Our tramp got off to an interesting start with Craig educating me in the week leading up to the tramp on what to do if I was ever chased by a bear since we had been talking about his Alaska trip. I was seriously hoping I would never have to put his advice into action. Although according to some entries in the Waiopehu Hut intentions book, there’s a pack of bears roaming the Tararuas chasing unassuming trampers up the hill and these bears have probably migrated to the Ruahines since!
On Friday night we all walked to Alice Nash Heritage Lodge. The DoC website had stated that there were two slips 10 minutes from the carpark which were very difficult to negotiate. After 20 minutes of walking we decided our MF group was either going very slowly or the slips had been cleared already and the website had not been updated since (it was the latter).

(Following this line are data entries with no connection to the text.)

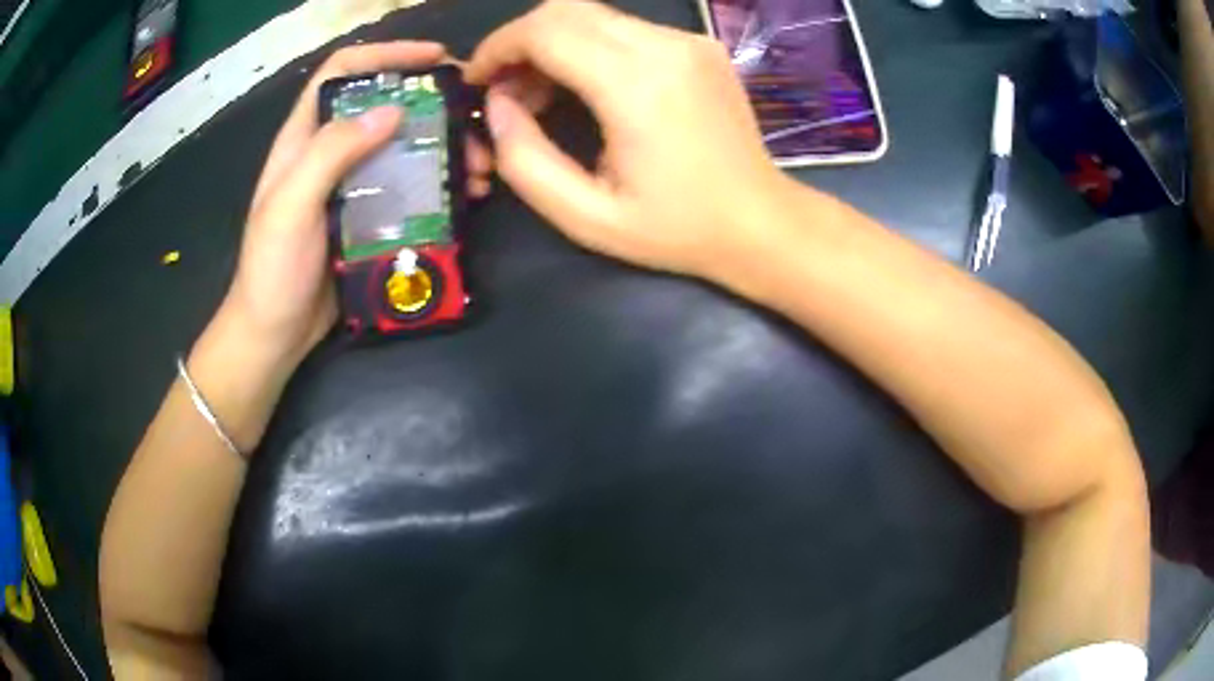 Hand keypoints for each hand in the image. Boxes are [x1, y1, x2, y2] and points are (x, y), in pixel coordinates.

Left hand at [221, 41, 493, 367]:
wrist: (275, 334)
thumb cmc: (272, 271)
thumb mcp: (289, 206)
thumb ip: (331, 152)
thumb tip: (391, 110)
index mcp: (305, 138)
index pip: (343, 72)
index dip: (387, 54)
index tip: (435, 58)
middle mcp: (331, 152)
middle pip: (385, 104)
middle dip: (433, 104)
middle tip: (476, 117)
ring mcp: (354, 185)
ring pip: (405, 146)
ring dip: (447, 147)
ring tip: (481, 166)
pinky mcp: (372, 216)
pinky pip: (412, 187)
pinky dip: (442, 184)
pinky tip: (468, 194)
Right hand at [466, 1, 796, 279]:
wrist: (761, 222)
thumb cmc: (677, 229)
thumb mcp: (587, 216)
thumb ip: (525, 160)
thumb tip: (495, 106)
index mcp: (637, 86)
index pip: (545, 30)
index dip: (498, 48)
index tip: (478, 81)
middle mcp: (665, 47)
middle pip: (566, 9)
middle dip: (521, 42)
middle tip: (508, 91)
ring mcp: (688, 41)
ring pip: (594, 14)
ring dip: (554, 44)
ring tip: (542, 96)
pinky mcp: (699, 46)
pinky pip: (626, 28)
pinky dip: (589, 46)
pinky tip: (587, 88)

On Saturday we headed up to Tunupo. The snow was below bushline but wasn’t too deep, so luckily I couldn’t partake in my favourite past-time of continuously sinking knee-deep into snow. Once we got above bushline we all took turns at the tiring work of trail blazing.
As we approached the summit of Tunupo it was getting very windy and very cold in the exposed places. On the summit of Tunupo we had sleet peltering straight at us almost horizontally and visibility was very limited. It was here that common sense prevailed and we then made the decision to turn around because we were going to be spending the next few hours wandering along the tops directly into the sleet and fierce wind while making slow progress due to the snow. After snapping a photo on the summit as evidence of the peak we had just bagged, we headed back down to Alice Nash Heritage Lodge. On reaching the hut we were very fortunate that it was occupied by some hunters who had a much appreciated roaring fire going for us to defrost.
Dinner brought some challenges. Half-way through dinner the gas stove went out and we realised the gas canister was now empty. I had felt that this MF trip needed some additional challenges and had placed the new gas canister I had brought for the trip next to some half empty ones and had mistakenly picked up one of the half-empty ones.
Luckily, Craig had his little stove, but it was not really designed for such a big billy. However, a bit of skilled manipulation from Craig, Mike and Alastair did the trick. This was probably a good thing otherwise I probably would have been sent out to hunt for an alternative dinner.
The hunters we were sharing the hut with provided some interesting conversations covering everything from how wonderful Kathmandu was to 1080 poisoning which Craig very skilfully diverted. They also felt very sorry for Craig and Mike who had chosen to sleep out on the porch, despite my reassurances that they habitually slept on hut porches, regardless of the season. As it turned out Craig and Mike made a very wise decision because the hut ended up like a sauna during the night since one of the young hunters had only brought a emergency blanket to kip under so was keeping the fire roaring all night.
On Sunday morning we went for a wander down to the river to pass the time until the other two groups turned up. We thought the Medium trip would have not made it to Top Gorge hut due to the weather conditions and would have spent the night at Iron Gate, so we were expecting them back around midday. Sure enough right on schedule they turned up.
However, to maintain our reputation as a MF tramp we told all sorts of stories about our tramp; it ended up sounding like the four of us had all been on separate trips. Unfortunately the M and EM group didn’t quite buy our story that we were so efficient that we had done the entire loop around to Longview and Leon Kinvig and made it back in time to the hut for lunch. Some light-heartened ribbing ensued when they realised that they had both walked longer than us.